Numa medida que promete reacender o debate sobre a privacidade digital versus a segurança infantil, o governo do Reino Unido vai “encorajar” a Apple e a Google a impedir que os telemóveis apresentem imagens de nudez, excepto se os utilizadores comprovarem através de identificação biométrica que são adultos. Segundo uma reportagem do Financial Times, esta iniciativa visa combater a violência contra mulheres e raparigas e proteger menores de conteúdos explícitos.
Embora, para já, a medida não seja apresentada como uma exigência legal, o executivo britânico vê este pedido como um primeiro passo. A estratégia passa por convencer os detentores dos sistemas operativos móveis a incorporar “algoritmos de detecção de nudez” directamente no software dos dispositivos. O objectivo é impedir que os utilizadores tirem fotografias ou partilhem imagens de genitais, a menos que tenham verificado a sua maioridade através de dados biométricos ou documentos de identificação oficiais.
O fim do anonimato no ecrã?
Se a vontade do governo britânico prevalecer, o iOS e o Android passariam a ter um papel activo de censura prévia, bloqueando qualquer nudez no ecrã por defeito. O plano inclui ainda regras mais estritas para condenados por crimes sexuais contra menores, que seriam obrigados a manter estes bloqueios activos permanentemente.
Esta pressão para um bloqueio ao nível do dispositivo surge na sequência da implementação da Online Safety Act no Reino Unido. Embora esta lei já obrigue as plataformas de pornografia e redes sociais a verificar a idade dos utilizadores, as autoridades reconhecem que a medida é falível, uma vez que muitos menores utilizam serviços de VPN para contornar as restrições geográficas e aceder aos sites. Ao transferir a detecção para o próprio telemóvel, o governo espera fechar essa lacuna.

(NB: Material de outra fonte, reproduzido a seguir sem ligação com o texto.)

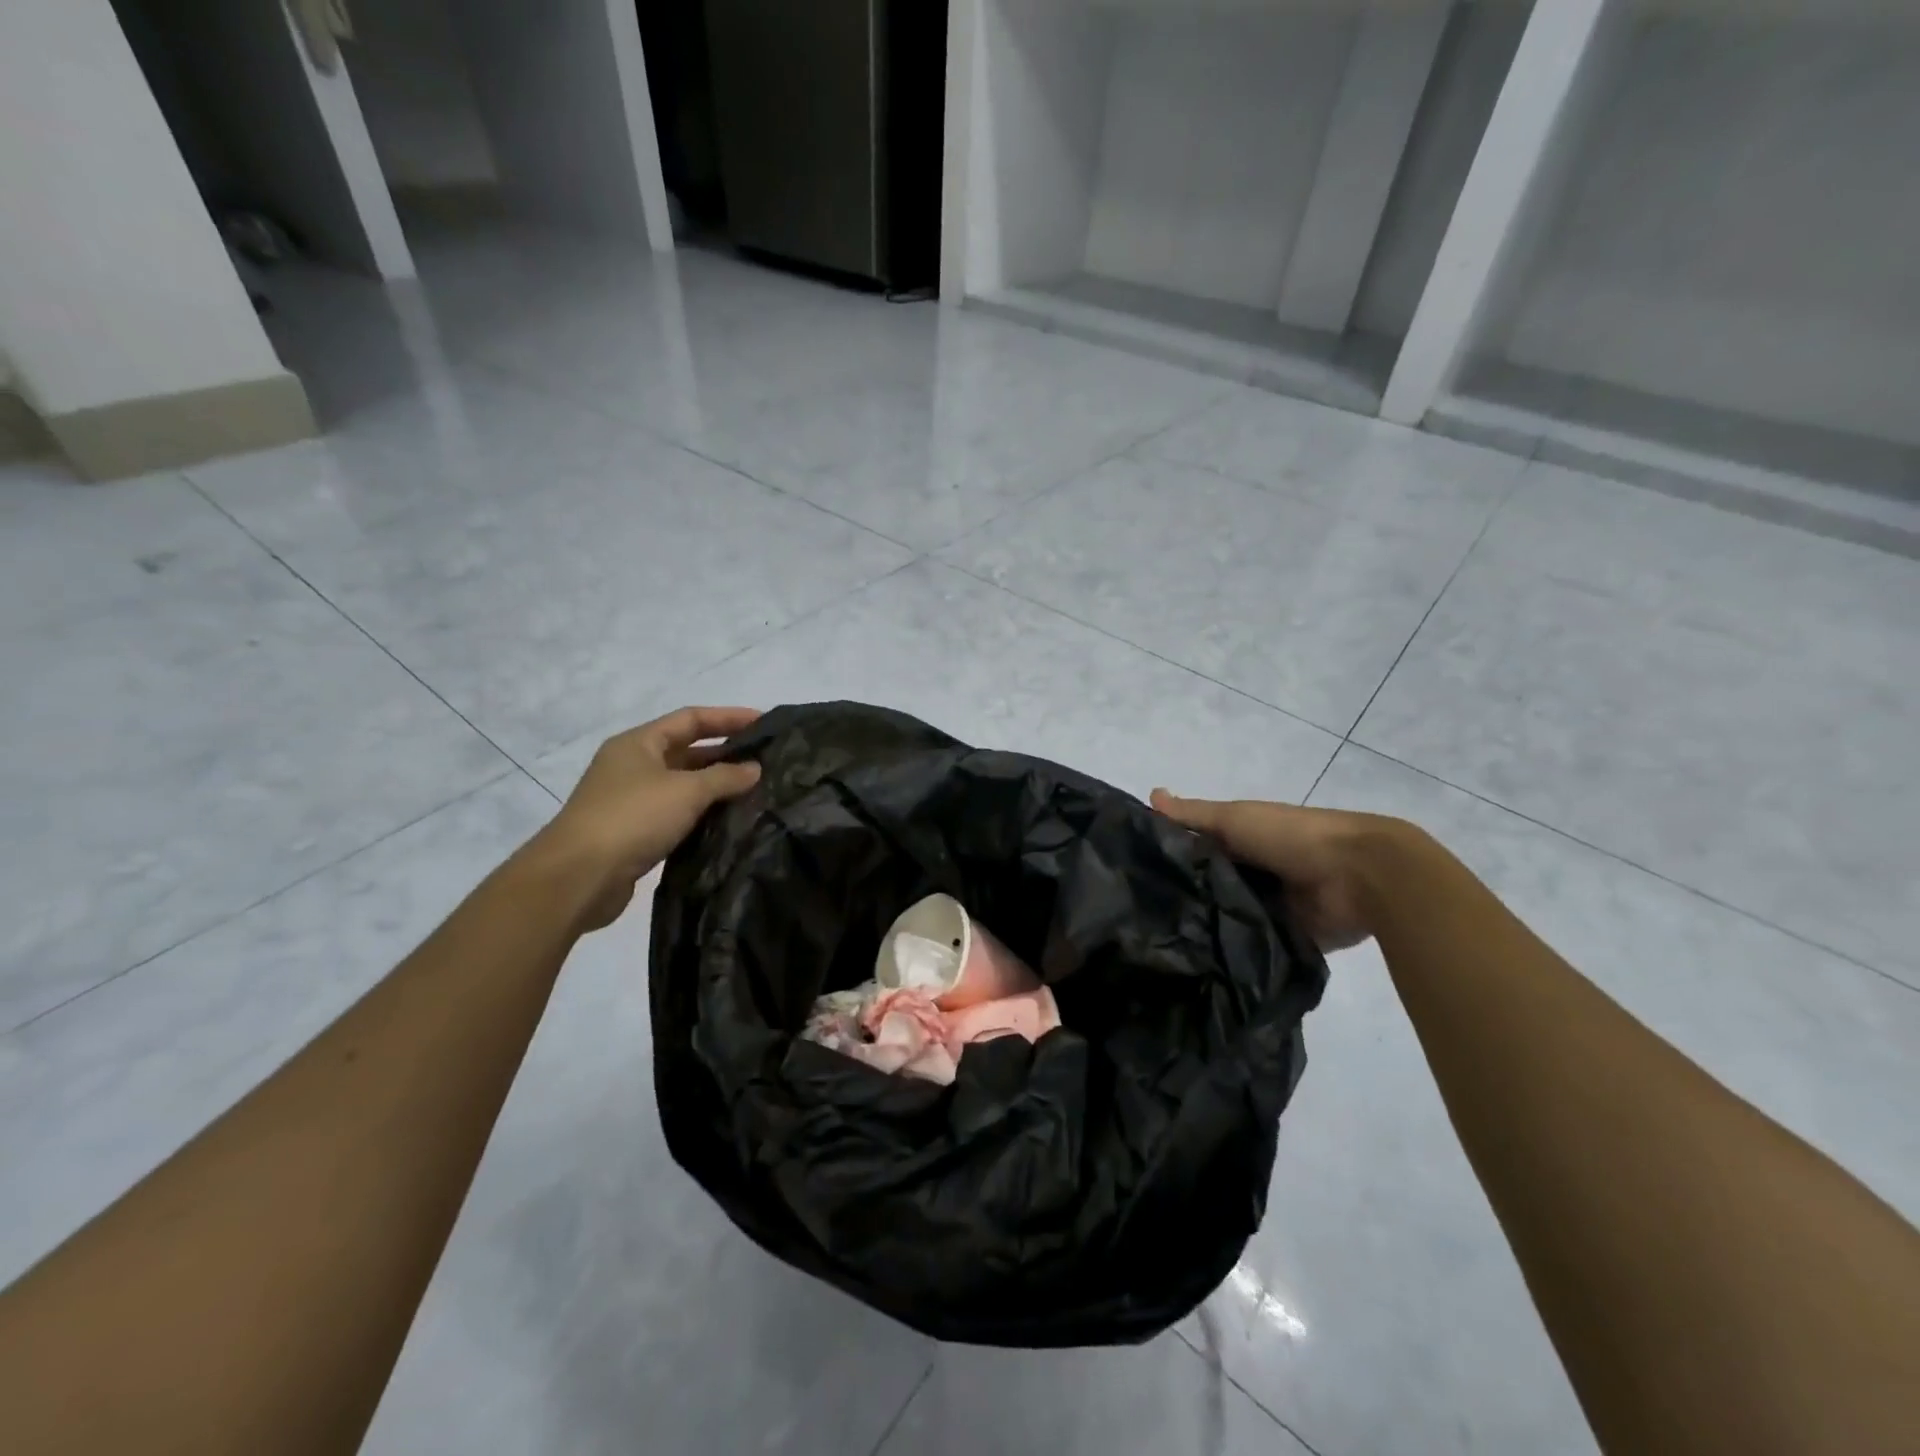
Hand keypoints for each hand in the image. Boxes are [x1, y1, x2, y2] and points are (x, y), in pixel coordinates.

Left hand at [540, 707, 761, 930]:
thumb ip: (725, 777)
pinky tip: (728, 821)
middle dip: (725, 753)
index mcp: (638, 743)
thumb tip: (755, 768)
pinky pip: (676, 814)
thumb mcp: (686, 791)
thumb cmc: (632, 818)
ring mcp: (630, 800)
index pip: (691, 719)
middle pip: (686, 750)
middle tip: (765, 760)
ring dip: (716, 786)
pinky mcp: (634, 832)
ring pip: (682, 785)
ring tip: (755, 791)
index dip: (728, 717)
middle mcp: (632, 766)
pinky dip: (701, 813)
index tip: (764, 722)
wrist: (578, 877)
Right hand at [1150, 790, 1413, 952]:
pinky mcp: (1282, 939)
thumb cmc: (1291, 835)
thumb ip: (1193, 815)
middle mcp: (1251, 872)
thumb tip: (1149, 795)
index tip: (1128, 871)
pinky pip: (1249, 946)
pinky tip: (1193, 963)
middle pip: (1206, 884)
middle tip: (1134, 914)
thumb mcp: (1234, 818)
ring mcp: (1267, 907)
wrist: (1358, 875)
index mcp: (1241, 840)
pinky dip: (1230, 951)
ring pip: (1224, 916)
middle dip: (1179, 896)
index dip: (1165, 855)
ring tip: (1155, 943)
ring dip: (1202, 925)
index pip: (1194, 848)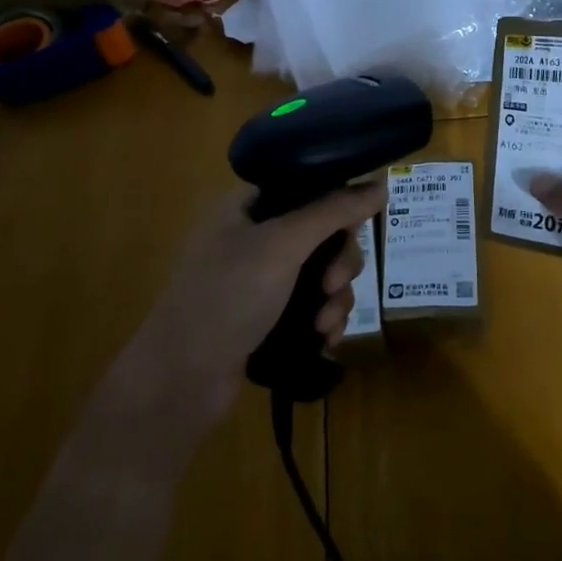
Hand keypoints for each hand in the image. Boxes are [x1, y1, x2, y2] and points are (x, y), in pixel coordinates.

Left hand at [125, 182, 384, 431]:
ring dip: (335, 298)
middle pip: (322, 233)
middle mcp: (254, 236)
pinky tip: (325, 340)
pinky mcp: (266, 316)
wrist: (181, 378)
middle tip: (333, 285)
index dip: (339, 205)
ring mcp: (259, 279)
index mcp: (248, 205)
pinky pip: (311, 306)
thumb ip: (334, 210)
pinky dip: (324, 319)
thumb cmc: (228, 296)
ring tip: (325, 325)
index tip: (354, 230)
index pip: (309, 187)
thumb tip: (381, 181)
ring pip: (322, 273)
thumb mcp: (283, 244)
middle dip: (340, 262)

Preocupações com a privacidade e precedentes
A proposta levanta sérias questões sobre direitos dos utilizadores e privacidade. A implementação de varrimentos constantes ao conteúdo do telemóvel recorda a polémica de 2021, quando a Apple anunciou planos para analisar as fotografias nos iPhones em busca de material relacionado com pedofilia (CSAM). A reacção negativa de defensores da privacidade foi tão intensa que a empresa de Cupertino acabou por abandonar o projecto.
Além disso, a eficácia e a precisão destes algoritmos de detecção automática continuam a gerar discórdia. Tanto a Apple como a Google já oferecem ferramentas de controlo parental opcionais, mas historicamente opõem-se a mandatos que possam comprometer a encriptação ou criar backdoors para vigilância governamental. Com batalhas legais sobre verificação de idade já a decorrer no Texas e na Austrália, este movimento do Reino Unido sugere que a tensão entre regulação estatal e as tecnológicas está longe de terminar.